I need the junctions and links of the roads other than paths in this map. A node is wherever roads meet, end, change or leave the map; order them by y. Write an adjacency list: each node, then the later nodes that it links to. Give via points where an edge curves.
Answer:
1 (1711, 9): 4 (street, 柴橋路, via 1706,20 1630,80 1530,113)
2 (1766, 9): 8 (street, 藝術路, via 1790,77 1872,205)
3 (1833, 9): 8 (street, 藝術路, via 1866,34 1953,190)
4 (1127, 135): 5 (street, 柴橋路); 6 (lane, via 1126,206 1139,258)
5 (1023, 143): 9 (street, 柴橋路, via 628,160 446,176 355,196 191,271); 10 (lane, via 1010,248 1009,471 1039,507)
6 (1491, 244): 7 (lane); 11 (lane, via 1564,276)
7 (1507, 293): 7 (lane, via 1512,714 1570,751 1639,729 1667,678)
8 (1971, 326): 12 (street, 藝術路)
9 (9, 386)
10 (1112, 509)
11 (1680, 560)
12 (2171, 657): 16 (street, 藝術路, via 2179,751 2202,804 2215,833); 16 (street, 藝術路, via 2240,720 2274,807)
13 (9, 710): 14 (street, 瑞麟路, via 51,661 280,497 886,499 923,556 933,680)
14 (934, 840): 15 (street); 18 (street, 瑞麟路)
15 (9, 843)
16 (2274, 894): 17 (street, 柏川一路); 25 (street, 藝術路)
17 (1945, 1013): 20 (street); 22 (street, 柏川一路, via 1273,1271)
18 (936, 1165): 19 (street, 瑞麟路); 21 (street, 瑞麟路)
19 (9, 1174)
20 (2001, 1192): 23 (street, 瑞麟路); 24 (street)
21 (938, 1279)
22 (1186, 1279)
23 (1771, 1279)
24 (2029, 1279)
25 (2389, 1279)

◇ ◇ ◇ ◇ ◇

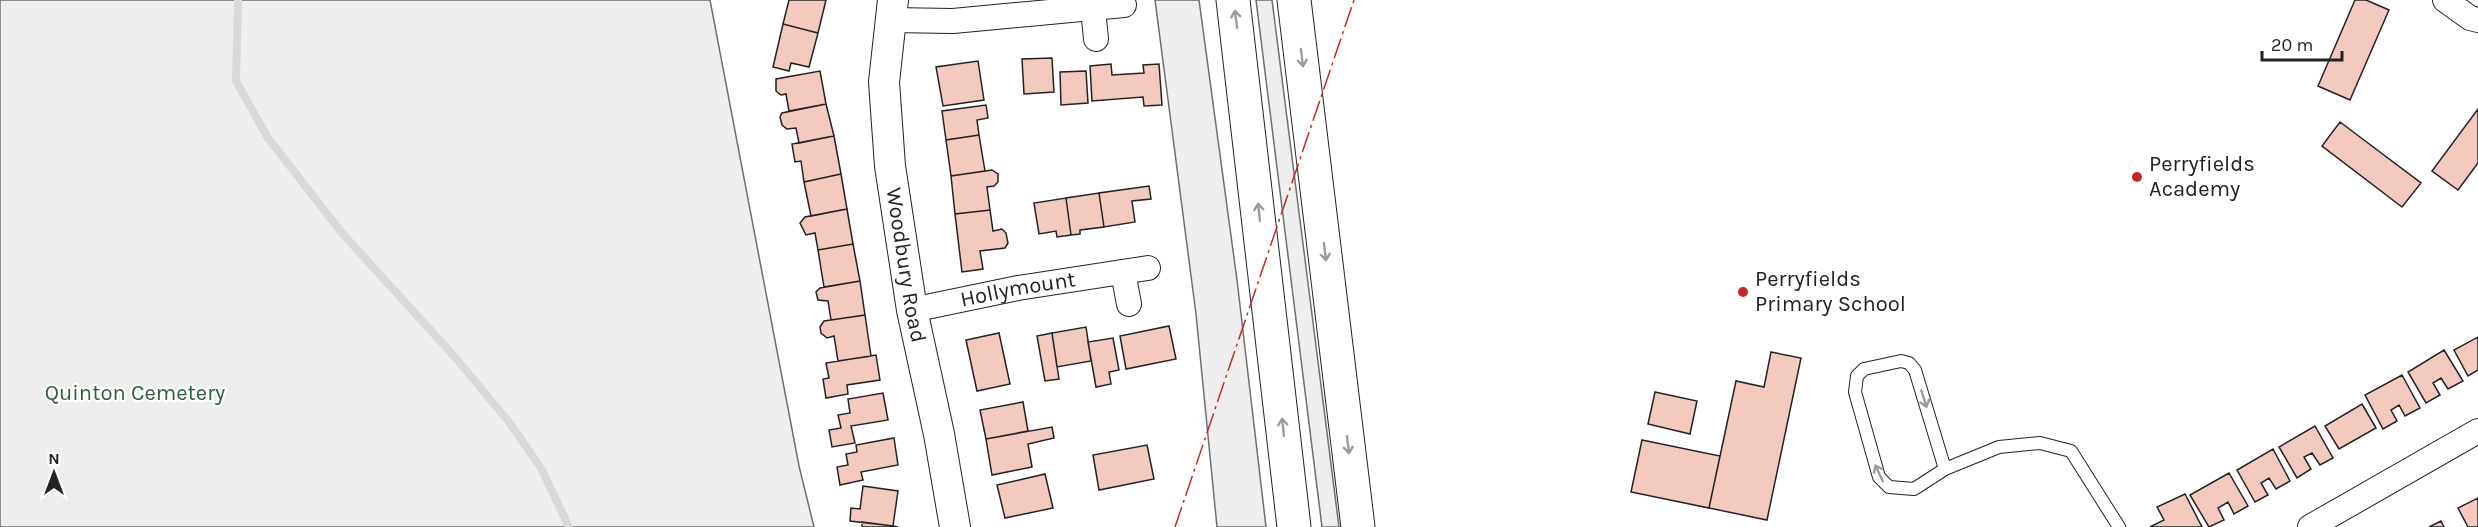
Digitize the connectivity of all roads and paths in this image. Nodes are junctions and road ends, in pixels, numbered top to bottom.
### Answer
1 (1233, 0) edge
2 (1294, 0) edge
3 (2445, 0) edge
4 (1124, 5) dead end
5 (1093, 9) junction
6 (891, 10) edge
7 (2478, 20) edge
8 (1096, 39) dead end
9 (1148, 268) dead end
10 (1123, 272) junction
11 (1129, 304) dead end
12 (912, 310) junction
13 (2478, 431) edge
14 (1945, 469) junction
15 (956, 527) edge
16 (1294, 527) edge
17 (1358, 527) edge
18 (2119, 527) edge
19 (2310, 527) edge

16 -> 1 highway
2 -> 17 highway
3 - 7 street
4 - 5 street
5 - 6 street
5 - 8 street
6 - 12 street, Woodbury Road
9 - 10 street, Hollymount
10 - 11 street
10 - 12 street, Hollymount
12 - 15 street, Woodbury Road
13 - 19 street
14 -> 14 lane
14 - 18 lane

◇ ◇ ◇ ◇ ◇

* **What this task involves**
Give the number of lines above containing the word "paths", with no other text.

* **Final answer**
2